• Your assignment
Starting at the first line and ending at the last, repeat the material word for word.

(Beginning of Information provided)

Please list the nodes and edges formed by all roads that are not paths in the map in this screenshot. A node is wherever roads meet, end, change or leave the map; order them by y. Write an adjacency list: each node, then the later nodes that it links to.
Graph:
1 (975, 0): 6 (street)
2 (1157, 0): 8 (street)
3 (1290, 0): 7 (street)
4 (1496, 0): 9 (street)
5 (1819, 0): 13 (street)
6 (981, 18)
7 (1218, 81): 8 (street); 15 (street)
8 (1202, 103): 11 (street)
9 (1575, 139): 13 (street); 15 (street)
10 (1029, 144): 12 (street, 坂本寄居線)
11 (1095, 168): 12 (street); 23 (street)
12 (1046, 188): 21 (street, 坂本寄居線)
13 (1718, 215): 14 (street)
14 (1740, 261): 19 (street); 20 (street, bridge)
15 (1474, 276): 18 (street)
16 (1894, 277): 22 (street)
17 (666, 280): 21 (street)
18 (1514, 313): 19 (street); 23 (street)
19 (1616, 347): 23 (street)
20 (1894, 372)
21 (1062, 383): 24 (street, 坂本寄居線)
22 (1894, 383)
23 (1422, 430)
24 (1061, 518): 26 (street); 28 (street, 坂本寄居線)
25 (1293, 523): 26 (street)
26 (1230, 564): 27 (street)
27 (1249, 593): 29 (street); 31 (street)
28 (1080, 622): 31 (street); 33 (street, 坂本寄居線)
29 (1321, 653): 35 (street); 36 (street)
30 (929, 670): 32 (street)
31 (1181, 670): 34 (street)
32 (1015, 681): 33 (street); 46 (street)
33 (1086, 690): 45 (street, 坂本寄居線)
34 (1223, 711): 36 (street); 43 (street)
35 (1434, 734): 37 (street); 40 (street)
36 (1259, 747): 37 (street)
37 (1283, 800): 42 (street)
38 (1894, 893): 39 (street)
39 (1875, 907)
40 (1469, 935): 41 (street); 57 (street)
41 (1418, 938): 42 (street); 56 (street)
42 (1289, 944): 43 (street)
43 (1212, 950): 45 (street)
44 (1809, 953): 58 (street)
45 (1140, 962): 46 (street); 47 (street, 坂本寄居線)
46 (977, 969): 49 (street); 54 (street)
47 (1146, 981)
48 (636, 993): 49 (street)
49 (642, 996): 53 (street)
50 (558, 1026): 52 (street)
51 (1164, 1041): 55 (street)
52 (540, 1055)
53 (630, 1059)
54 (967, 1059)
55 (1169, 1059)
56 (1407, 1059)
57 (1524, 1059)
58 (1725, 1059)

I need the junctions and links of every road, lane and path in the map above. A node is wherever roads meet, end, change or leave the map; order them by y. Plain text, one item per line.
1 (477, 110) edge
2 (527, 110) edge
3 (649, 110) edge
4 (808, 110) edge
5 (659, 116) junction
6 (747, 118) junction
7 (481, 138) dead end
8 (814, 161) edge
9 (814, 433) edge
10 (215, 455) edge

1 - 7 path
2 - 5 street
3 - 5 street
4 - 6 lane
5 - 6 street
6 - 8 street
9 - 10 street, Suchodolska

(End of Information provided)

• Solution
Please list the nodes and edges formed by all roads that are not paths in the map in this screenshot. A node is wherever roads meet, end, change or leave the map; order them by y. Write an adjacency list: each node, then the later nodes that it links to.
Graph:
1 (975, 0): 6 (street)
2 (1157, 0): 8 (street)
3 (1290, 0): 7 (street)
4 (1496, 0): 9 (street)
5 (1819, 0): 13 (street)
6 (981, 18)
7 (1218, 81): 8 (street); 15 (street)
8 (1202, 103): 11 (street)
9 (1575, 139): 13 (street); 15 (street)
10 (1029, 144): 12 (street, 坂本寄居線)
11 (1095, 168): 12 (street); 23 (street)
12 (1046, 188): 21 (street, 坂本寄居線)
13 (1718, 215): 14 (street)
14 (1740, 261): 19 (street); 20 (street, bridge)
15 (1474, 276): 18 (street)
16 (1894, 277): 22 (street)
17 (666, 280): 21 (street)
18 (1514, 313): 19 (street); 23 (street)
19 (1616, 347): 23 (street)
20 (1894, 372)
21 (1062, 383): 24 (street, 坂本寄居線)
22 (1894, 383)
23 (1422, 430)
24 (1061, 518): 26 (street); 28 (street, 坂本寄居線)
25 (1293, 523): 26 (street)
26 (1230, 564): 27 (street)
27 (1249, 593): 29 (street); 31 (street)
28 (1080, 622): 31 (street); 33 (street, 坂本寄居線)
29 (1321, 653): 35 (street); 36 (street)
30 (929, 670): 32 (street)
31 (1181, 670): 34 (street)
32 (1015, 681): 33 (street); 46 (street)
33 (1086, 690): 45 (street, 坂本寄居線)
34 (1223, 711): 36 (street); 43 (street)
35 (1434, 734): 37 (street); 40 (street)
36 (1259, 747): 37 (street)
37 (1283, 800): 42 (street)
38 (1894, 893): 39 (street)
39 (1875, 907)
40 (1469, 935): 41 (street); 57 (street)
41 (1418, 938): 42 (street); 56 (street)
42 (1289, 944): 43 (street)
43 (1212, 950): 45 (street)
44 (1809, 953): 58 (street)
45 (1140, 962): 46 (street); 47 (street, 坂本寄居線)
46 (977, 969): 49 (street); 54 (street)
47 (1146, 981)
48 (636, 993): 49 (street)
49 (642, 996): 53 (street)
50 (558, 1026): 52 (street)
51 (1164, 1041): 55 (street)
52 (540, 1055)
53 (630, 1059)
54 (967, 1059)
55 (1169, 1059)
56 (1407, 1059)
57 (1524, 1059)
58 (1725, 1059)

I need the junctions and links of every road, lane and path in the map above. A node is wherever roads meet, end, change or leave the map; order them by y. Plain text, one item per line.
1 (477, 110) edge
2 (527, 110) edge
3 (649, 110) edge
4 (808, 110) edge
5 (659, 116) junction
6 (747, 118) junction
7 (481, 138) dead end
8 (814, 161) edge
9 (814, 433) edge
10 (215, 455) edge

1 - 7 path
2 - 5 street
3 - 5 street
4 - 6 lane
5 - 6 street
6 - 8 street
9 - 10 street, Suchodolska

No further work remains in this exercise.